Interspersed with her own story, Solovitch provides plenty of context on performance anxiety in general: its roots (both in the individual and in the culture), its history of treatment, and its pervasiveness. To Carl Jung, “stage fright is a primal fear, awakening archetypal memories of ourselves as herd animals thrust outside the safety of the pack. Our predators—the lions, the sharks, the audience—smell our vulnerability and hover nearby, waiting for that one mistake.” It is more common than commonly admitted among musicians and athletes, it often involves perfection that can never be achieved, and it frequently begins with the high expectations of dominating parents.

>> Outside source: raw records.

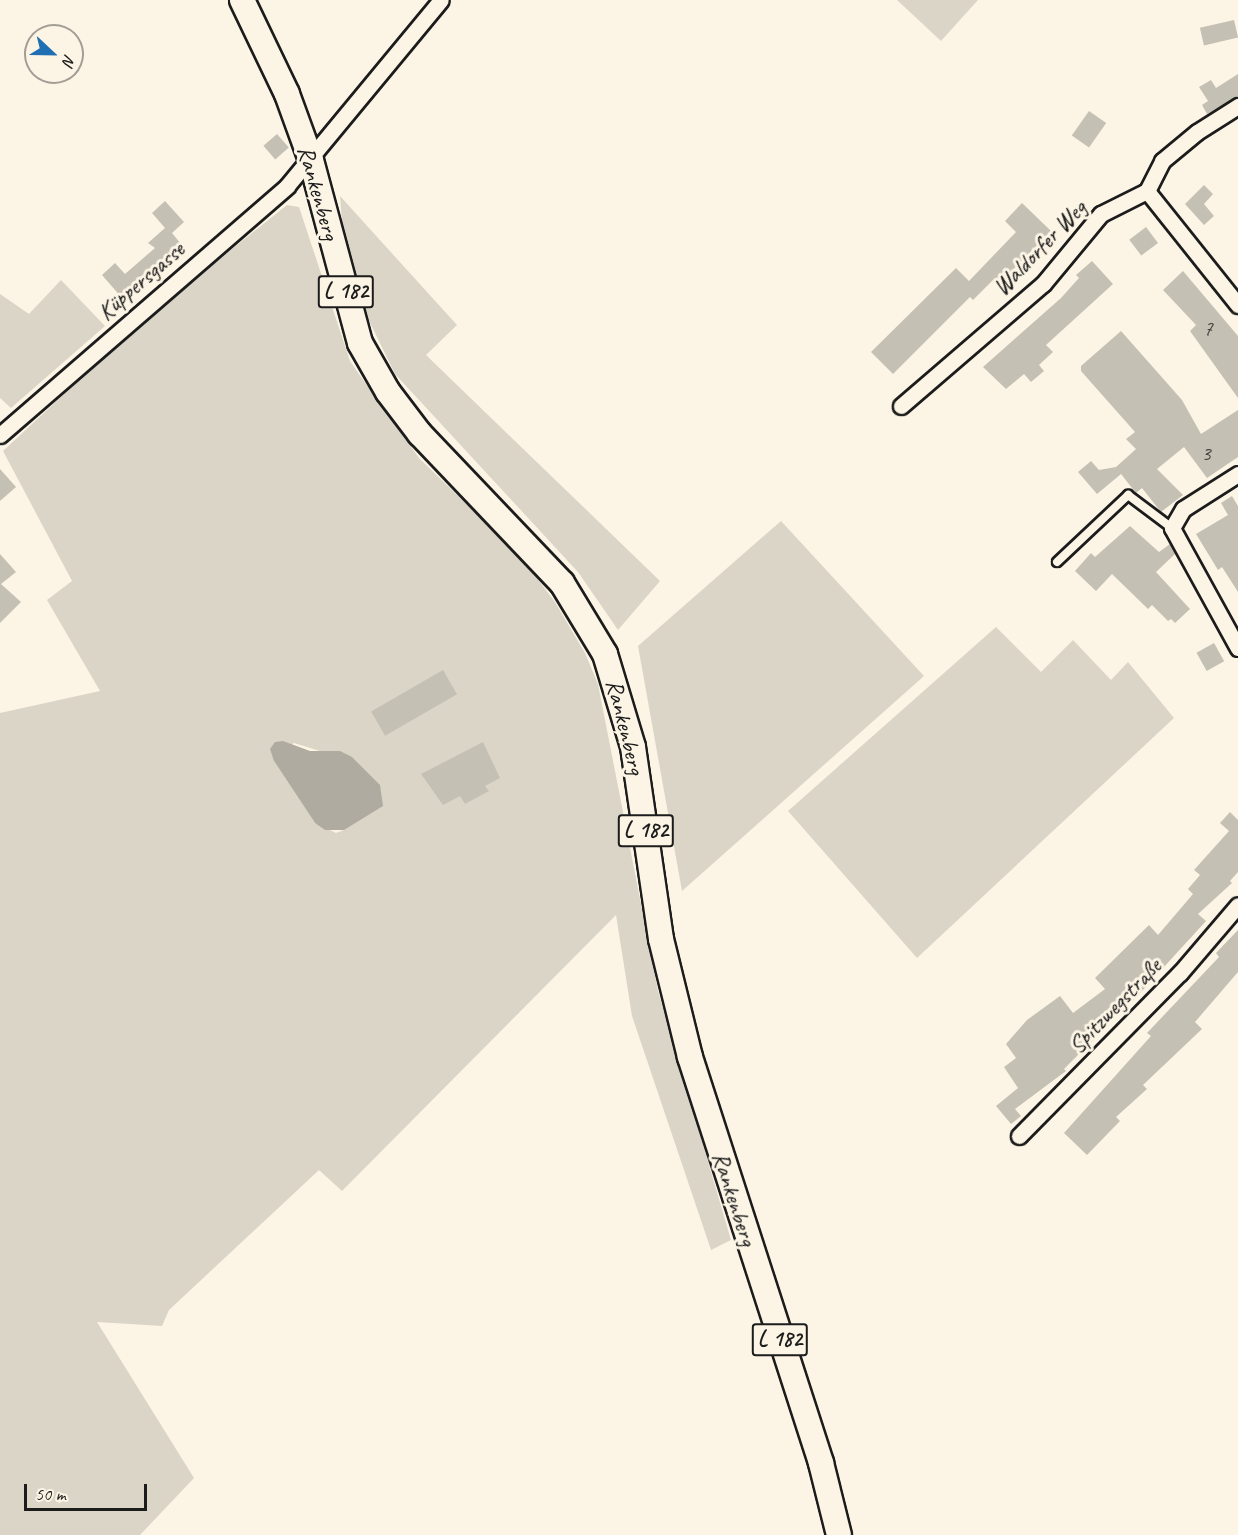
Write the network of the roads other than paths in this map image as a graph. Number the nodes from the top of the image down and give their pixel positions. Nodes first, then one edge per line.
1 (242, 0) edge
2 (441, 0) edge
3 (1238, 106) edge
4 (311, 160) junction
5 (1147, 191) junction
6 (1238, 304) edge
7 (901, 406) dead end
8 (0, 435) edge
9 (1238, 474) edge
10 (1172, 528) junction
11 (1056, 562) dead end
12 (1238, 648) edge
13 (1238, 905) edge
14 (1019, 1136) dead end
15 (838, 1535) edge

1 - 4 main road, Rankenberg / L 182
2 - 4 street, Küppersgasse
3 - 5 street
4 - 8 street, Küppersgasse
4 - 15 main road, Rankenberg / L 182
5 - 6 street
5 - 7 street, Waldorfer Weg
9 - 10 street
10 - 11 lane
10 - 12 street
13 - 14 street, Spitzwegstraße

The author suggests that the story of Moses, “who expressed understandable anxiety when asked by God to lead the Israelites out of Egypt,” represents the earliest narrative of stage fright, a term that was first used by Mark Twain in The Adventures of Tom Sawyer. Solovitch shows the frequency of its manifestations, from the pulpit to the urinal (“shy bladder syndrome,” more common among men than women), from the baseball diamond to the bedroom. The author discusses her interviews with Steve Blass and Steve Sax, two baseball players who were inexplicably unable to throw straight in front of a crowd (the latter recovered, the former retired). But throughout the wide expanse of this examination is the thread of Solovitch’s own experience, as she prepared to play piano in a public recital to commemorate her 60th birthday and gave herself a full year to make herself confident, consulting piano teachers, sports psychologists, and other musicians who have dealt with and overcome similar jitters.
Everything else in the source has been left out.